Mi Fu 米芾, qui vécut au 11e siècle sous la dynastie des Song du Nord (960-1127), est l’un des peintres et calligraphe majeurs de l’histoire de l’art chinois. En peinture il a inventé un style, toujours copié de nos jours. Esthète, Il fut un critique d’art aux jugements affûtés voire intransigeants, un collectionneur passionné, un théoricien qui rédigea plusieurs ouvrages importants dont l’un sur la peinture et l’autre sur la calligraphie.

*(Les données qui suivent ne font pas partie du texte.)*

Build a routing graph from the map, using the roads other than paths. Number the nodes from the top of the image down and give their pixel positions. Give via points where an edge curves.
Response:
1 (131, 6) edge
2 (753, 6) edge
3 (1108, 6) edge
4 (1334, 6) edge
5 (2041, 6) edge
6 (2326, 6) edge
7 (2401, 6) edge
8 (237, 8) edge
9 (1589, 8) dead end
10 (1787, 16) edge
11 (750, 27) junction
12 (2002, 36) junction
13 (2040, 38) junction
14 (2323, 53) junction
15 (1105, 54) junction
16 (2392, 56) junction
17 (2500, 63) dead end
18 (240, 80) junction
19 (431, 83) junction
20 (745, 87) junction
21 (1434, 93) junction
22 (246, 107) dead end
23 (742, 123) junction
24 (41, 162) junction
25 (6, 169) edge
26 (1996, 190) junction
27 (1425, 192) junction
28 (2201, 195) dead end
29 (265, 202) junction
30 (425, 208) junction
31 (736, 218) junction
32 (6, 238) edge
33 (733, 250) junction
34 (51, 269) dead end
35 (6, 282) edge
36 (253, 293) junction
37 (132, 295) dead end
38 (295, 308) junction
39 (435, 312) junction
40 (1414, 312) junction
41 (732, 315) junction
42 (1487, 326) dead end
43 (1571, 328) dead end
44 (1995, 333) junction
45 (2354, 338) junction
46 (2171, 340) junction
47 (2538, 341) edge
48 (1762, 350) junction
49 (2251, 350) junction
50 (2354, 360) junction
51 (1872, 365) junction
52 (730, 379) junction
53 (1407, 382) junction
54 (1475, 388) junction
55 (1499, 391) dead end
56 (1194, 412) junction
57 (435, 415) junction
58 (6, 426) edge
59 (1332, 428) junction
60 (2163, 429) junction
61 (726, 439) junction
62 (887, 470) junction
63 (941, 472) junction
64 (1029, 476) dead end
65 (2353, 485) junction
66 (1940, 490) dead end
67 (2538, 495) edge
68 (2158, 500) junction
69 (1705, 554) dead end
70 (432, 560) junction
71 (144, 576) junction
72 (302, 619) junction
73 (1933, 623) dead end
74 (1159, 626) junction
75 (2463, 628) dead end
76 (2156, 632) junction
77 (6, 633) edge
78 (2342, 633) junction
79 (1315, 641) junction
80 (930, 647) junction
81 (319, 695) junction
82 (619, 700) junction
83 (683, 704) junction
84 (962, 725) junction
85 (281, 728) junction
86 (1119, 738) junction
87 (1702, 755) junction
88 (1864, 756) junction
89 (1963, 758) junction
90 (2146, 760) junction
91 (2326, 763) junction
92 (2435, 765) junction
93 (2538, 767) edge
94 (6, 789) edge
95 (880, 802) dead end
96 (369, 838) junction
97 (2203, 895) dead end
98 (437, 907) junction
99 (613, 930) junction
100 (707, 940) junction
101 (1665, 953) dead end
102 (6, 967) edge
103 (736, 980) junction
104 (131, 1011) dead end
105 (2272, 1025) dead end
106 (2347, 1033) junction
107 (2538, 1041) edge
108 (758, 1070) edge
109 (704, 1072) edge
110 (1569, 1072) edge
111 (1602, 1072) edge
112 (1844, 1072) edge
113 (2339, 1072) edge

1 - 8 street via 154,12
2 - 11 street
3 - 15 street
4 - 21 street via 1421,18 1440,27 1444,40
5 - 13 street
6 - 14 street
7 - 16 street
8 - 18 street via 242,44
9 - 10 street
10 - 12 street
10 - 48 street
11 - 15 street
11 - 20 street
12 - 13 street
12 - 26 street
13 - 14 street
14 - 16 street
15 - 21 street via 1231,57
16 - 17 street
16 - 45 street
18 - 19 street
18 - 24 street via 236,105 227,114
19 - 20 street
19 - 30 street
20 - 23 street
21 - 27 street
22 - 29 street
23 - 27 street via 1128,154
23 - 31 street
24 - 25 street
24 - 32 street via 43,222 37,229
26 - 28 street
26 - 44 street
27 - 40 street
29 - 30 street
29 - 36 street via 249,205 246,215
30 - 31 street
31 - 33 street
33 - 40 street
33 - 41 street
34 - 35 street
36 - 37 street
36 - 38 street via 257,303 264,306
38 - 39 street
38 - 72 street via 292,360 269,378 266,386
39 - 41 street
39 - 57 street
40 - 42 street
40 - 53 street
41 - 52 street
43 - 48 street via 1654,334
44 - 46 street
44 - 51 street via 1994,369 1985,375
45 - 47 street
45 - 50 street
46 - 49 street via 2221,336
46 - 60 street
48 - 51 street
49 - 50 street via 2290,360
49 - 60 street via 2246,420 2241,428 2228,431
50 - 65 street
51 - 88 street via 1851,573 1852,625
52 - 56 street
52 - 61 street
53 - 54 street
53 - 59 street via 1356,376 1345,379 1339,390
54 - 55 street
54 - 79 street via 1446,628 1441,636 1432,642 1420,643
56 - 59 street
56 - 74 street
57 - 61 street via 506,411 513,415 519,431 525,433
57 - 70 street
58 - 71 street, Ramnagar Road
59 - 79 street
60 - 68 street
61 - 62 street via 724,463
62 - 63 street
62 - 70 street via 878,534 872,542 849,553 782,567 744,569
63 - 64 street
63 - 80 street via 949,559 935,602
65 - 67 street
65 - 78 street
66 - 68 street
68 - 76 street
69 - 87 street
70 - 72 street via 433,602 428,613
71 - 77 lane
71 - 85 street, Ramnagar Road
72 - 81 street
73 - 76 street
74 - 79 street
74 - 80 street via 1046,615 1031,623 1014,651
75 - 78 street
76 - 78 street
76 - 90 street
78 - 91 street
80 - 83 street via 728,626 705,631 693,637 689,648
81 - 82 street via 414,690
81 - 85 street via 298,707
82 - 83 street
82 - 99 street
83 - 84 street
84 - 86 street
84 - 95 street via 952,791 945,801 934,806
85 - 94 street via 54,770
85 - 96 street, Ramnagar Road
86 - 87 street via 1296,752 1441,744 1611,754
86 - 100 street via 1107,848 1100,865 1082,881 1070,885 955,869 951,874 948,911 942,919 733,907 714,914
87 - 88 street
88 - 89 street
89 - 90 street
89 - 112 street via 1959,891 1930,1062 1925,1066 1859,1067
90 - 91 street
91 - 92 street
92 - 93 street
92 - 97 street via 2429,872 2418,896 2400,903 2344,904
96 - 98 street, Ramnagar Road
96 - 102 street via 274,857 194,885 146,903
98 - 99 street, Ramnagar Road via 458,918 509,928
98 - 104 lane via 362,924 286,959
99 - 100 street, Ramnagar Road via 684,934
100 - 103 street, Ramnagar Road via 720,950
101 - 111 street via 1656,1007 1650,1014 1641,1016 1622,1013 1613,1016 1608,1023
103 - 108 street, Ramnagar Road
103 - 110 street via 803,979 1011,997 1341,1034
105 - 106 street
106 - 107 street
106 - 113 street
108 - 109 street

Aucune œuvre peinte de Mi Fu ne nous est parvenue (alors qu’on possède de nombreuses calligraphies), il ne reste que de rares copies où, pour les montagnes et les arbres, le trait de contour est abandonné au profit d’une succession de traits horizontaux déposés sur un papier non traité, absorbant.
Détail où l’on s’aperçoit qu’à part les constructions,
tout est peint avec de longues touches horizontales ou légèrement inclinées
On pourrait penser qu’il s’agit là d’œuvres spontanées, exécutées d’un seul jet sous le coup de l’inspiration. Sauf que l’inspiration, l’improvisation, ça se travaille. Longuement. Très longuement. Et soudain je pense au film Bird, de Clint Eastwood, où l’on voit Charlie Parker, roi de l’impro, répéter pendant des heures dans sa chambre d’hôtel.
Lettré, fonctionnaire réputé un tantinet casse-bonbons qui n’obtiendra jamais que des postes subalternes, Mi Fu, connu pour son excentricité, s’habillait à la mode des Tang (618-907). Le plus célèbre épisode de sa vie devint par la suite un classique de la peinture chinoise. Voici l’anecdote : un jour, nommé magistrat de la région de Wuwei, il rendit une visite de courtoisie aux notables avec qui il allait devoir travailler. Tous l’attendaient dehors, en rang d’oignons, devant le bâtiment officiel. Mais avant de les saluer, Mi Fu s’inclina devant un gros rocher qui marquait l’entrée de la résidence et improvisa un discours à l’adresse de celui qu’il appela le « grand frère rocher ». Ensuite, seulement, il alla saluer ses pairs. Ainsi, il affirmait la supériorité de la Nature sur l’être humain.
L’incident, intitulé généralement Mi Fu se prosternant devant le rocher, a été maintes fois représenté en peinture. Exemples :
Guo Xu 郭诩 (1456-1532, dyn. Ming)
Qian Hui’an 錢慧安 (1833-1911, dyn. Qing)
Ren Bonian 任伯年 (1840-1896, dyn. Qing)
Wang Zhen 王震 (1867–1938)
Zhang Daqian 张大千 (1899-1983)
Liu Danzhai 刘旦宅 (1931-2011)
Mi Fu n’était pas le seul à être obsédé par les rochers aux formes étranges. Les Chinois ont une vénération particulière, voire une obsession pour ces cailloux extraordinaires, énormes ou très petits, qu’on appelle gongshi 供石, rochers de lettrés (la traduction exacte est rocher ou pierre d’offrandes). Je suis moi-même atteint de cette étrange affection consistant à admirer, collectionner, dessiner les rochers. Trouble pour lequel il n’existe aucun antidote et qui peut se révéler contagieux, j’en parlerai dans un très prochain billet.